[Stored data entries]

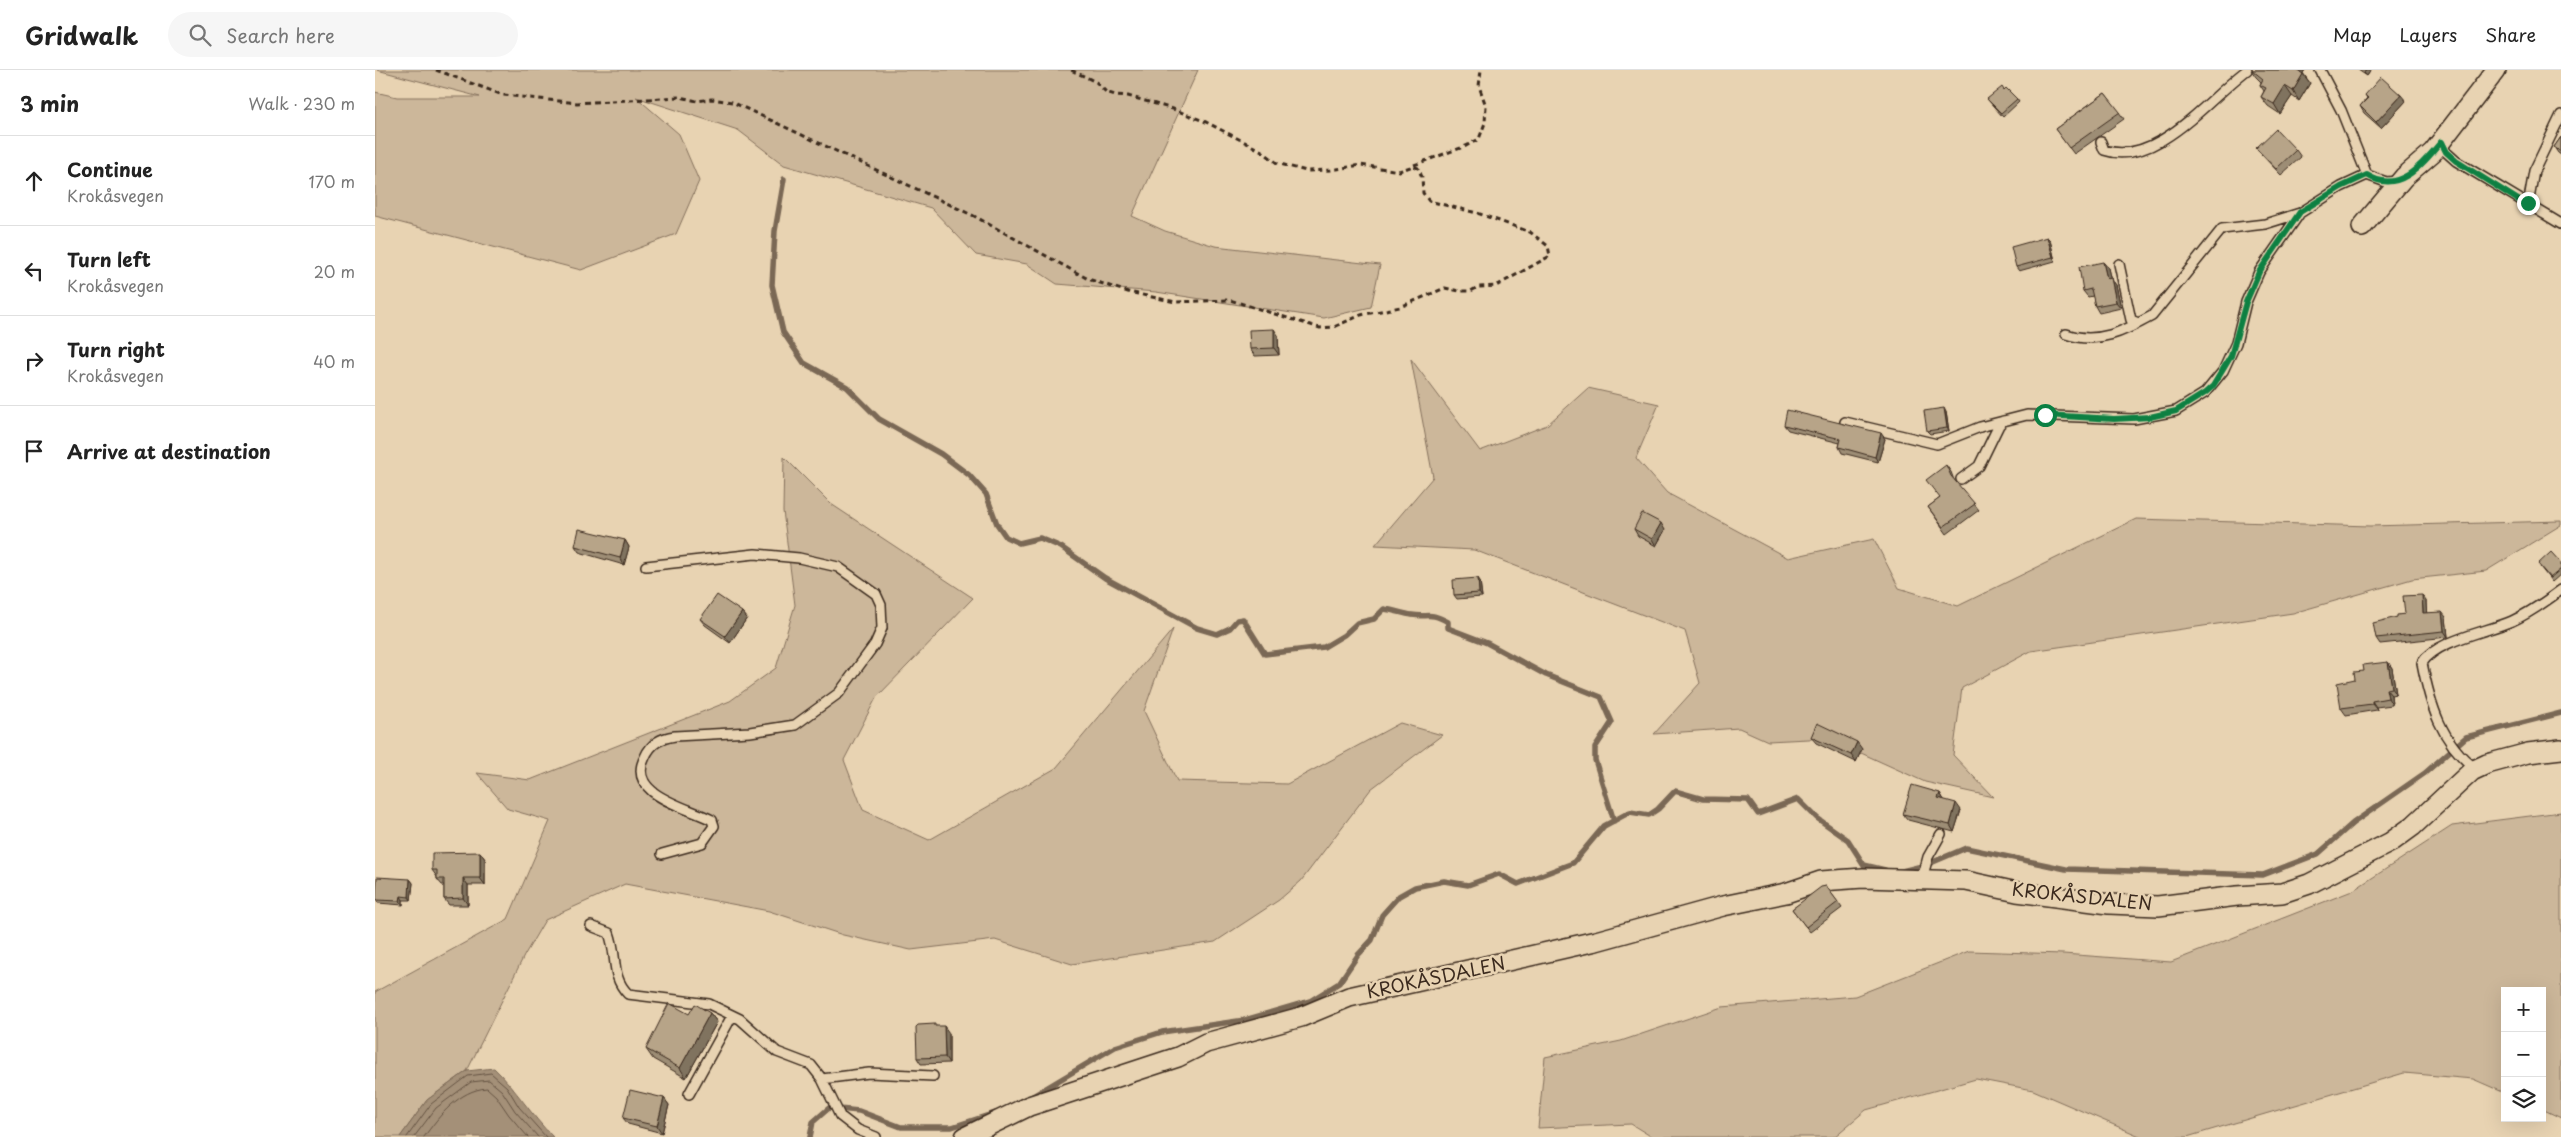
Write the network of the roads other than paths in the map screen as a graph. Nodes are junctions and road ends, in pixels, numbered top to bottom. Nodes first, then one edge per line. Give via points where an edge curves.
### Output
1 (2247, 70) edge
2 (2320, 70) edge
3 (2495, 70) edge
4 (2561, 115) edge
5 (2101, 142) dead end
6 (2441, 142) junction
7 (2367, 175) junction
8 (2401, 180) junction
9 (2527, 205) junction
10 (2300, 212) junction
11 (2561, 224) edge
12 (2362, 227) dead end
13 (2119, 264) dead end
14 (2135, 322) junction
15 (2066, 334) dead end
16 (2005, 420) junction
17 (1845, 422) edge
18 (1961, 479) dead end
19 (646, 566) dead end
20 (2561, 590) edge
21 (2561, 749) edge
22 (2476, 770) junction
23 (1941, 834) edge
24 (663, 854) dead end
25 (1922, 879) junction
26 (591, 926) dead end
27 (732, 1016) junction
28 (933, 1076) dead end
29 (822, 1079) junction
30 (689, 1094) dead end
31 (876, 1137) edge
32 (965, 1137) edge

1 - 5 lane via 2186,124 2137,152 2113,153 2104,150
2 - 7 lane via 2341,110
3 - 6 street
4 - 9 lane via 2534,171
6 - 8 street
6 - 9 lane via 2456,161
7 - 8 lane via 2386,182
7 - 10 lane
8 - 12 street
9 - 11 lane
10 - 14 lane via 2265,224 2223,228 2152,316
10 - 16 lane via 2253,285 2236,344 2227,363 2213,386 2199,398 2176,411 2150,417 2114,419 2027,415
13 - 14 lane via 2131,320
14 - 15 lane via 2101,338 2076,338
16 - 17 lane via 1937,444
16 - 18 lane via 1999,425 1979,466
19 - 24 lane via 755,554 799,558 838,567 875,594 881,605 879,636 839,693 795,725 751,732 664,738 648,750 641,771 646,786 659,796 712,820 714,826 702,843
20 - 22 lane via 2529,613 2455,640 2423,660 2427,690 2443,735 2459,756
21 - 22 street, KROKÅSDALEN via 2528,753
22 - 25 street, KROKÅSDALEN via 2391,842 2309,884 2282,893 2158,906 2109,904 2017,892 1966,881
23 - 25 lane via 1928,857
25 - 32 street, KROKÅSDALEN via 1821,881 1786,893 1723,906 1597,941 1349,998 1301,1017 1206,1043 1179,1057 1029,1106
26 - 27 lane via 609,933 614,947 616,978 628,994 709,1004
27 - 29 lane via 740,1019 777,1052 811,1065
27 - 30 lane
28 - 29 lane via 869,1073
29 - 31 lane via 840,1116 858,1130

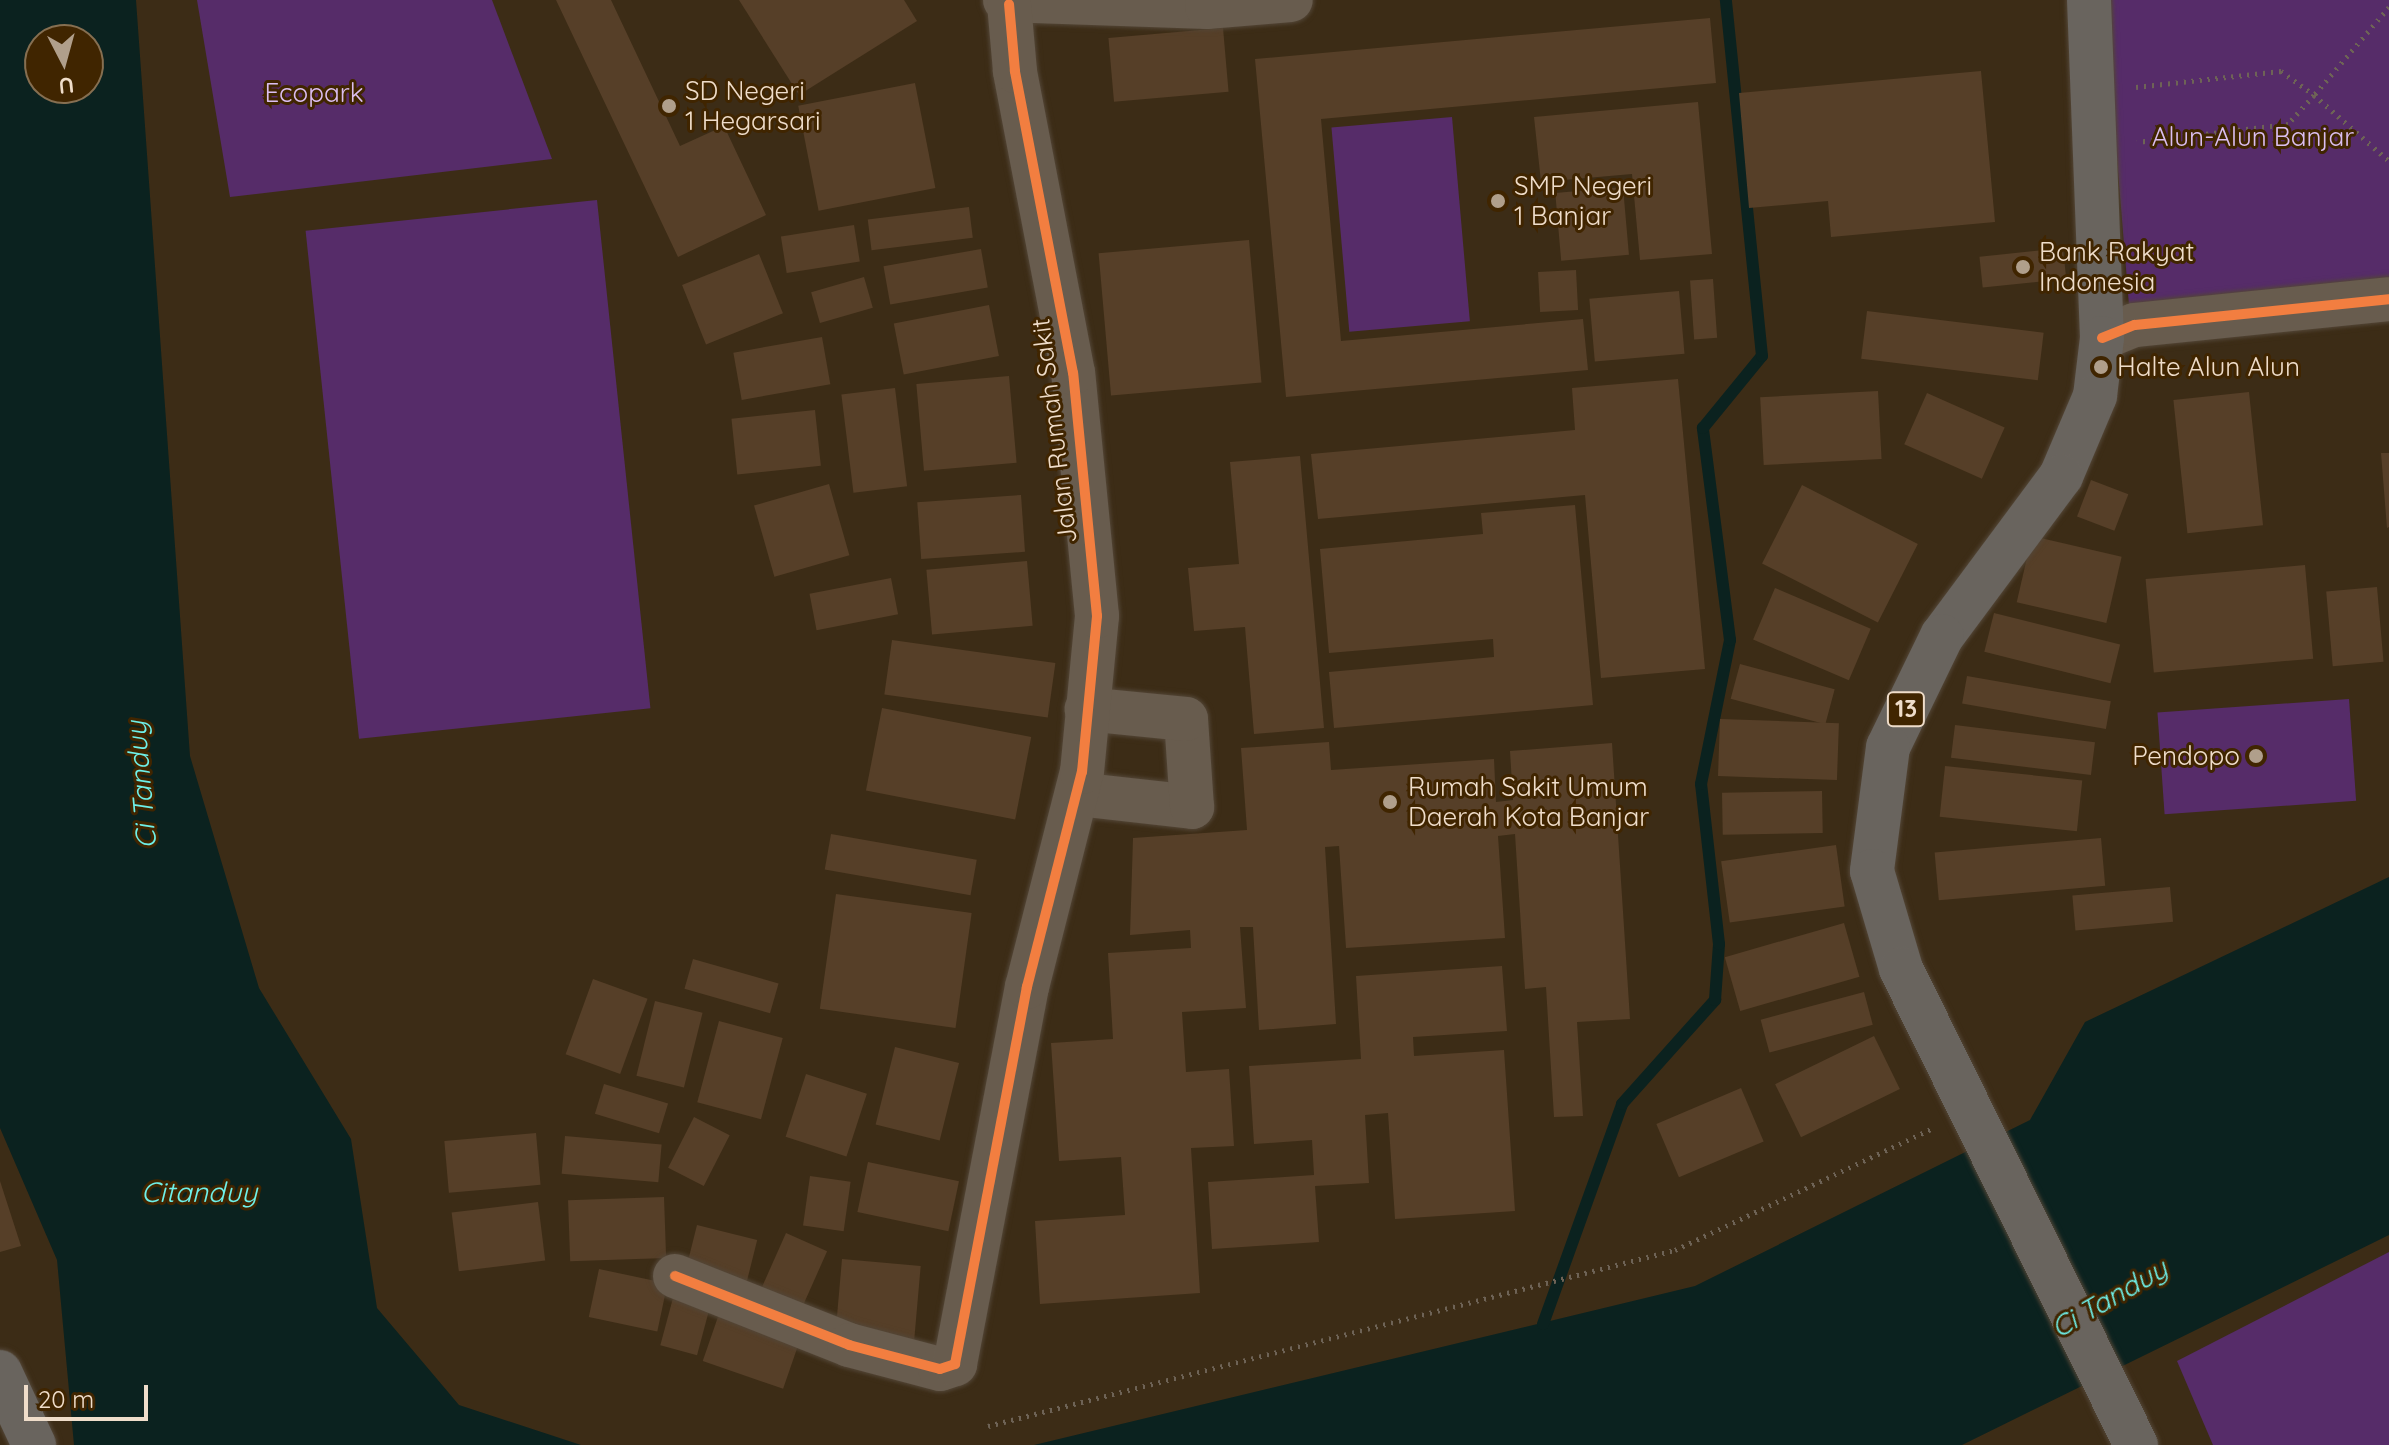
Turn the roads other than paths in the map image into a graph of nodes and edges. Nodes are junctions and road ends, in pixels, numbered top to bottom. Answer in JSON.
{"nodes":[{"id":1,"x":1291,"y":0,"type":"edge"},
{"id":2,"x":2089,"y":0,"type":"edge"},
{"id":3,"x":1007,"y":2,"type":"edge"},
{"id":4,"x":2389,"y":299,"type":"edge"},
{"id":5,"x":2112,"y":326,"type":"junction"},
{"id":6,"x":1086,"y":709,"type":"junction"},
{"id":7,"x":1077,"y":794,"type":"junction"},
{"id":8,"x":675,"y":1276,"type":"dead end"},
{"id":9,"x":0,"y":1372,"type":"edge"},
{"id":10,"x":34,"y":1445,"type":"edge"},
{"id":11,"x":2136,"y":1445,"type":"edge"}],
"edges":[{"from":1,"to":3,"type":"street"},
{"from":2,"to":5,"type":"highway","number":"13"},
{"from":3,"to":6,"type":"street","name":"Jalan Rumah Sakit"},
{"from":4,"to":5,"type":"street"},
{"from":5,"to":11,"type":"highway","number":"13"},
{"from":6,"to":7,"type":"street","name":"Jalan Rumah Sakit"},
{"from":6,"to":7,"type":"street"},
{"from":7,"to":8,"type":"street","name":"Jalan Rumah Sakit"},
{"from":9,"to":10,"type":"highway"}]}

▶ _Task requirements_: Reproduce each entry exactly, without the pictures.

▶ _Reply_:
Write the network of the roads other than paths in the map screen as a graph. Nodes are junctions and road ends, in pixels, numbered top to bottom. Nodes first, then one edge per line. Give via points where an edge curves.
### Output
1 (2247, 70) edge
2 (2320, 70) edge
3 (2495, 70) edge
4 (2561, 115) edge
5 (2101, 142) dead end
6 (2441, 142) junction
7 (2367, 175) junction
8 (2401, 180) junction
9 (2527, 205) junction
10 (2300, 212) junction
11 (2561, 224) edge
12 (2362, 227) dead end
13 (2119, 264) dead end
14 (2135, 322) junction
15 (2066, 334) dead end
16 (2005, 420) junction
17 (1845, 422) edge
18 (1961, 479) dead end
19 (646, 566) dead end
20 (2561, 590) edge
21 (2561, 749) edge
22 (2476, 770) junction
23 (1941, 834) edge
24 (663, 854) dead end
25 (1922, 879) junction
26 (591, 926) dead end
27 (732, 1016) junction
28 (933, 1076) dead end
29 (822, 1079) junction
30 (689, 1094) dead end
31 (876, 1137) edge
32 (965, 1137) edge

1 - 5 lane via 2186,124 2137,152 2113,153 2104,150
2 - 7 lane via 2341,110
3 - 6 street
4 - 9 lane via 2534,171
6 - 8 street
6 - 9 lane via 2456,161
7 - 8 lane via 2386,182
7 - 10 lane
8 - 12 street
9 - 11 lane
10 - 14 lane via 2265,224 2223,228 2152,316
10 - 16 lane via 2253,285 2236,344 2227,363 2213,386 2199,398 2176,411 2150,417 2114,419 2027,415
13 - 14 lane via 2131,320
14 - 15 lane via 2101,338 2076,338
16 - 17 lane via 1937,444
16 - 18 lane via 1999,425 1979,466
19 - 24 lane via 755,554 799,558 838,567 875,594 881,605 879,636 839,693 795,725 751,732 664,738 648,750 641,771 646,786 659,796 712,820 714,826 702,843
20 - 22 lane via 2529,613 2455,640 2423,660 2427,690 2443,735 2459,756
21 - 22 street, KROKÅSDALEN via 2528,753
22 - 25 street, KROKÅSDALEN via 2391,842 2309,884 2282,893 2158,906 2109,904 2017,892 1966,881
23 - 25 lane via 1928,857
25 - 32 street, KROKÅSDALEN via 1821,881 1786,893 1723,906 1597,941 1349,998 1301,1017 1206,1043 1179,1057 1029,1106
26 - 27 lane via 609,933 614,947 616,978 628,994 709,1004
27 - 29 lane via 740,1019 777,1052 811,1065
27 - 30 lane
28 - 29 lane via 869,1073
29 - 31 lane via 840,1116 858,1130

Turn the roads other than paths in the map image into a graph of nodes and edges. Nodes are junctions and road ends, in pixels, numbered top to bottom. Answer in JSON.
{"nodes":[{"id":1,"x":1291,"y":0,"type":"edge"},
{"id":2,"x":2089,"y":0,"type":"edge"},
{"id":3,"x":1007,"y":2,"type":"edge"},
{"id":4,"x":2389,"y":299,"type":"edge"},
{"id":5,"x":2112,"y":326,"type":"junction"},
{"id":6,"x":1086,"y":709,"type":"junction"},
{"id":7,"x":1077,"y":794,"type":"junction"},
{"id":8,"x":675,"y":1276,"type":"dead end"},
{"id":9,"x":0,"y":1372,"type":"edge"},
{"id":10,"x":34,"y":1445,"type":"edge"},
{"id":11,"x":2136,"y":1445,"type":"edge"}],
"edges":[{"from":1,"to":3,"type":"street"},
{"from":2,"to":5,"type":"highway","number":"13"},
{"from":3,"to":6,"type":"street","name":"Jalan Rumah Sakit"},
{"from":4,"to":5,"type":"street"},
{"from":5,"to":11,"type":"highway","number":"13"},
{"from":6,"to":7,"type":"street","name":"Jalan Rumah Sakit"},
{"from":6,"to":7,"type":"street"},
{"from":7,"to":8,"type":"street","name":"Jalan Rumah Sakit"},
{"from":9,"to":10,"type":"highway"}]}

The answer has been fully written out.